Dataset records:
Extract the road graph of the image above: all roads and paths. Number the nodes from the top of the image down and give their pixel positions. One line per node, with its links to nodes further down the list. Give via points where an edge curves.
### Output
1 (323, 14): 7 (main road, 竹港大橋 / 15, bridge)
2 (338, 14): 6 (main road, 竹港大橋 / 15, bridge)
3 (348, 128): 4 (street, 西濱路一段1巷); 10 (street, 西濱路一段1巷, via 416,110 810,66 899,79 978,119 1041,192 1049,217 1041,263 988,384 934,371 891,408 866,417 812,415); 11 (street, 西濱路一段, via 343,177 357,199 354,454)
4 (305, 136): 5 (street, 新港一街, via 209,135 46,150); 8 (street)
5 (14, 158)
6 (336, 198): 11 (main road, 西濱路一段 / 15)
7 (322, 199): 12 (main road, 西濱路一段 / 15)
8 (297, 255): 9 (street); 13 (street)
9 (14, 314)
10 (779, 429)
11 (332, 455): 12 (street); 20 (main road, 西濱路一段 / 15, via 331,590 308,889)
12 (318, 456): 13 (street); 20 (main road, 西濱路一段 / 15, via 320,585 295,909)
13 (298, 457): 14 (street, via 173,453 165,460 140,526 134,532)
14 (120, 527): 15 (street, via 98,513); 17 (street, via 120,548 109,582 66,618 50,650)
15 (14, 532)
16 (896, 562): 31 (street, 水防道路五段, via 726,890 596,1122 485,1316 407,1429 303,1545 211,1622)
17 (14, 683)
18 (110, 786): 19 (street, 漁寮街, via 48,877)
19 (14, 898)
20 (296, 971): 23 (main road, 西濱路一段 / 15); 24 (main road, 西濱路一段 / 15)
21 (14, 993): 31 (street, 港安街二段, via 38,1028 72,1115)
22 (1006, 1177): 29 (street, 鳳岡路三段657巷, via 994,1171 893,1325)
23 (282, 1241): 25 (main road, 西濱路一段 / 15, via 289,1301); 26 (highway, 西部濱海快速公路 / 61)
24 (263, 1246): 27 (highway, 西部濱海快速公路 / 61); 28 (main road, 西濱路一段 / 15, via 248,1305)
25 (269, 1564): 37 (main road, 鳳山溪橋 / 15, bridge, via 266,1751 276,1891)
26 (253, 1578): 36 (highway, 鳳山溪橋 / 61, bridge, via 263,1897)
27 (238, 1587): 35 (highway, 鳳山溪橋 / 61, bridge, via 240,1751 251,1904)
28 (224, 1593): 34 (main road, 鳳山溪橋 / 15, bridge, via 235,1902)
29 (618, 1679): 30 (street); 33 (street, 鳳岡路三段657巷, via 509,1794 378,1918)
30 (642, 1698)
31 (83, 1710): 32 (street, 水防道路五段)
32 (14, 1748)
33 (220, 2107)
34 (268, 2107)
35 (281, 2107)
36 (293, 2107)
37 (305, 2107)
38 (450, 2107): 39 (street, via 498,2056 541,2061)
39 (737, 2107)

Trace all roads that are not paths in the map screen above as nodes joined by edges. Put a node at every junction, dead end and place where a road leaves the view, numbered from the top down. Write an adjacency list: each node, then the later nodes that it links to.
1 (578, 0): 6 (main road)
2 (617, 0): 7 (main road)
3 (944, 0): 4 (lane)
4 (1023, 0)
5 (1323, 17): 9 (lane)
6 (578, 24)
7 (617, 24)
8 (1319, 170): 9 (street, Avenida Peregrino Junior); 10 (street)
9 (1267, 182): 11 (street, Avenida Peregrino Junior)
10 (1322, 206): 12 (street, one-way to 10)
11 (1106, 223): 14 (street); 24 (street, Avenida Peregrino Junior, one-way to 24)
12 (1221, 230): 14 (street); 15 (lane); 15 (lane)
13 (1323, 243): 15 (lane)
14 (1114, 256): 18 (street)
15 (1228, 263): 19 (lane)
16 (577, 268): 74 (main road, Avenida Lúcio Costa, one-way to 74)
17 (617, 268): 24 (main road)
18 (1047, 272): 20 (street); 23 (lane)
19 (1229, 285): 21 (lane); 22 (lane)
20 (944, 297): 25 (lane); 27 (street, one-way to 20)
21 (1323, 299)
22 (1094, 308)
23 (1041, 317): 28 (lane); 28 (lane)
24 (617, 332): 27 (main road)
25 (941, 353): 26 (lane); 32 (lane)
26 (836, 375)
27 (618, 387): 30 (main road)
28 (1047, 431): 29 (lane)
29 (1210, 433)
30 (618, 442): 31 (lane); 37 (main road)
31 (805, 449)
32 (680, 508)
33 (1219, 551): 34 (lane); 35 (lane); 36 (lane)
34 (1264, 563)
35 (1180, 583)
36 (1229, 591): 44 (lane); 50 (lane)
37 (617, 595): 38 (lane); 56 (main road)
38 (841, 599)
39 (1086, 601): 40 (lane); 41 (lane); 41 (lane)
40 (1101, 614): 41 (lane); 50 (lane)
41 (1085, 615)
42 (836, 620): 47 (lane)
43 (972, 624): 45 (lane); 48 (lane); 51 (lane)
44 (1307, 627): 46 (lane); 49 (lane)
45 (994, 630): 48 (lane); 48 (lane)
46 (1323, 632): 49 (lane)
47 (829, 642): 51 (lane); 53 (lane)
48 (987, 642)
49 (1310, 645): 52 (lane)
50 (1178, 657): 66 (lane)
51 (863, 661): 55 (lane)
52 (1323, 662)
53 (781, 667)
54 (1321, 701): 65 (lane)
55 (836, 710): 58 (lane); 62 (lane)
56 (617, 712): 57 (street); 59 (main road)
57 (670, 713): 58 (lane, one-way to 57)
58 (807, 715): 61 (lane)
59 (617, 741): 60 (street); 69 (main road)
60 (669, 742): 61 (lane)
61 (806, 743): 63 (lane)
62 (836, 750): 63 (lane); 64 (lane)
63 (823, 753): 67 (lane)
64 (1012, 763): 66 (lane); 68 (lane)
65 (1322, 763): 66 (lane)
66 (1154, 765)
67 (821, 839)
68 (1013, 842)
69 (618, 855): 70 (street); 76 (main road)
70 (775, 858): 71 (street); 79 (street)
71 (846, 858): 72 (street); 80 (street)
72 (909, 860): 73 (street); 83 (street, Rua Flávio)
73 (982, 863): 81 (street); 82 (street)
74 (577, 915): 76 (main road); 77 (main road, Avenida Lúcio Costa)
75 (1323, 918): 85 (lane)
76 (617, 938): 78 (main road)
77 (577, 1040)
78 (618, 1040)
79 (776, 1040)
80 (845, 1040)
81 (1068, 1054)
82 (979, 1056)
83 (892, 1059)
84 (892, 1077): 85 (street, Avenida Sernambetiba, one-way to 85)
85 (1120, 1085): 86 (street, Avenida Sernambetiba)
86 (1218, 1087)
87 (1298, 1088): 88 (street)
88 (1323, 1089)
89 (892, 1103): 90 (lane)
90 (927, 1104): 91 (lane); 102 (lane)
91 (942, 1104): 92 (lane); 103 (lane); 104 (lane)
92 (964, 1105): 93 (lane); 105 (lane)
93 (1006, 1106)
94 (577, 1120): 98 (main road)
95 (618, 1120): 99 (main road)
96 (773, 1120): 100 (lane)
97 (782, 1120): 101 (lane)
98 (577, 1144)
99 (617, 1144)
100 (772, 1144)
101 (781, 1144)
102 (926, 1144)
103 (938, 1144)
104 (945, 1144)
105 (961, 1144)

WHAT YOU ARE ASKED TO DO. Word for word, give back the data shown above.

OUTPUT OF THE EXERCISE.
Extract the road graph of the image above: all roads and paths. Number the nodes from the top of the image down and give their pixel positions. One line per node, with its links to nodes further down the list. Give via points where an edge curves.
### Output
1 (323, 14): 7 (main road, 竹港大橋 / 15, bridge)
2 (338, 14): 6 (main road, 竹港大橋 / 15, bridge)
3 (348, 128): 4 (street, 西濱路一段1巷); 10 (street, 西濱路一段1巷, via 416,110 810,66 899,79 978,119 1041,192 1049,217 1041,263 988,384 934,371 891,408 866,417 812,415); 11 (street, 西濱路一段, via 343,177 357,199 354,454)
4 (305, 136): 5 (street, 新港一街, via 209,135 46,150); 8 (street)
5 (14, 158)
6 (336, 198): 11 (main road, 西濱路一段 / 15)
7 (322, 199): 12 (main road, 西濱路一段 / 15)
8 (297, 255): 9 (street); 13 (street)
9 (14, 314)
10 (779, 429)
11 (332, 455): 12 (street); 20 (main road, 西濱路一段 / 15, via 331,590 308,889)
12 (318, 456): 13 (street); 20 (main road, 西濱路一段 / 15, via 320,585 295,909)
13 (298, 457): 14 (street, via 173,453 165,460 140,526 134,532)
14 (120, 527): 15 (street, via 98,513); 17 (street, via 120,548 109,582 66,618 50,650)
15 (14, 532)
16 (896, 562): 31 (street, 水防道路五段, via 726,890 596,1122 485,1316 407,1429 303,1545 211,1622)
17 (14, 683)
18 (110, 786): 19 (street, 漁寮街, via 48,877)
19 (14, 898)
20 (296, 971): 23 (main road, 西濱路一段 / 15); 24 (main road, 西濱路一段 / 15)
21 (14, 993): 31 (street, 港安街二段, via 38,1028 72,1115)
22 (1006, 1177): 29 (street, 鳳岡路三段657巷, via 994,1171 893,1325)
23 (282, 1241): 25 (main road, 西濱路一段 / 15, via 289,1301); 26 (highway, 西部濱海快速公路 / 61)
24 (263, 1246): 27 (highway, 西部濱海快速公路 / 61); 28 (main road, 西濱路一段 / 15, via 248,1305)
25 (269, 1564): 37 (main road, 鳳山溪橋 / 15, bridge, via 266,1751 276,1891)
26 (253, 1578): 36 (highway, 鳳山溪橋 / 61, bridge, via 263,1897)
27 (238, 1587): 35 (highway, 鳳山溪橋 / 61, bridge, via 240,1751 251,1904)
28 (224, 1593): 34 (main road, 鳳山溪橋 / 15, bridge, via 235,1902)
29 (618, 1679): 30 (street); 33 (street, 鳳岡路三段657巷, via 509,1794 378,1918)
30 (642, 1698)
31 (83, 1710): 32 (street, 水防道路五段)
32 (14, 1748)
33 (220, 2107)
34 (268, 2107)
35 (281, 2107)
36 (293, 2107)
37 (305, 2107)
38 (450, 2107): 39 (street, via 498,2056 541,2061)
39 (737, 2107)

Trace all roads that are not paths in the map screen above as nodes joined by edges. Put a node at every junction, dead end and place where a road leaves the view, numbered from the top down. Write an adjacency list: each node, then the later nodes that it links to.
1 (578, 0): 6 (main road)
2 (617, 0): 7 (main road)
3 (944, 0): 4 (lane)
4 (1023, 0)
5 (1323, 17): 9 (lane)
6 (578, 24)
7 (617, 24)
8 (1319, 170): 9 (street, Avenida Peregrino Junior); 10 (street)
9 (1267, 182): 11 (street, Avenida Peregrino Junior)
10 (1322, 206): 12 (street, one-way to 10)
11 (1106, 223): 14 (street); 24 (street, Avenida Peregrino Junior, one-way to 24)
12 (1221, 230): 14 (street); 15 (lane); 15 (lane)
13 (1323, 243): 15 (lane)
14 (1114, 256): 18 (street)
15 (1228, 263): 19 (lane)
16 (577, 268): 74 (main road, Avenida Lúcio Costa, one-way to 74)
17 (617, 268): 24 (main road)
18 (1047, 272): 20 (street); 23 (lane)
19 (1229, 285): 21 (lane); 22 (lane)
20 (944, 297): 25 (lane); 27 (street, one-way to 20)
21 (1323, 299)
22 (1094, 308)
23 (1041, 317): 28 (lane); 28 (lane)
24 (617, 332): 27 (main road)
25 (941, 353): 26 (lane); 32 (lane)
26 (836, 375)
27 (618, 387): 30 (main road)
28 (1047, 431): 29 (lane)
29 (1210, 433)
30 (618, 442): 31 (lane); 37 (main road)
31 (805, 449)
32 (680, 508)
33 (1219, 551): 34 (lane); 35 (lane); 36 (lane)
34 (1264, 563)
35 (1180, 583)
36 (1229, 591): 44 (lane); 50 (lane)
37 (617, 595): 38 (lane); 56 (main road)
38 (841, 599)
39 (1086, 601): 40 (lane); 41 (lane); 41 (lane)
40 (1101, 614): 41 (lane); 50 (lane)
41 (1085, 615)
42 (836, 620): 47 (lane)
43 (972, 624): 45 (lane); 48 (lane); 51 (lane)
44 (1307, 627): 46 (lane); 49 (lane)
45 (994, 630): 48 (lane); 48 (lane)
46 (1323, 632): 49 (lane)
47 (829, 642): 51 (lane); 53 (lane)
48 (987, 642)
49 (1310, 645): 52 (lane)
50 (1178, 657): 66 (lane)
51 (863, 661): 55 (lane)
52 (1323, 662)
53 (781, 667)
54 (1321, 701): 65 (lane)
55 (836, 710): 58 (lane); 62 (lane)
56 (617, 712): 57 (street); 59 (main road)
57 (670, 713): 58 (lane, one-way to 57)
58 (807, 715): 61 (lane)
59 (617, 741): 60 (street); 69 (main road)
60 (669, 742): 61 (lane)
61 (806, 743): 63 (lane)
62 (836, 750): 63 (lane); 64 (lane)
63 (823, 753): 67 (lane)
64 (1012, 763): 66 (lane); 68 (lane)
65 (1322, 763): 66 (lane)
66 (1154, 765)
67 (821, 839)
68 (1013, 842)
69 (618, 855): 70 (street); 76 (main road)
70 (775, 858): 71 (street); 79 (street)
71 (846, 858): 72 (street); 80 (street)
72 (909, 860): 73 (street); 83 (street, Rua Flávio)
73 (982, 863): 81 (street); 82 (street)
74 (577, 915): 76 (main road); 77 (main road, Avenida Lúcio Costa)
75 (1323, 918): 85 (lane)
76 (617, 938): 78 (main road)
77 (577, 1040)
78 (618, 1040)
79 (776, 1040)
80 (845, 1040)
81 (1068, 1054)
82 (979, 1056)
83 (892, 1059)
84 (892, 1077): 85 (street, Avenida Sernambetiba, one-way to 85)
85 (1120, 1085): 86 (street, Avenida Sernambetiba)
86 (1218, 1087)
87 (1298, 1088): 88 (street)
88 (1323, 1089)
89 (892, 1103): 90 (lane)
90 (927, 1104): 91 (lane); 102 (lane)
91 (942, 1104): 92 (lane); 103 (lane); 104 (lane)
92 (964, 1105): 93 (lane); 105 (lane)
93 (1006, 1106)
94 (577, 1120): 98 (main road)
95 (618, 1120): 99 (main road)
96 (773, 1120): 100 (lane)
97 (782, 1120): 101 (lane)
98 (577, 1144)
99 (617, 1144)
100 (772, 1144)
101 (781, 1144)
102 (926, 1144)
103 (938, 1144)
104 (945, 1144)
105 (961, 1144)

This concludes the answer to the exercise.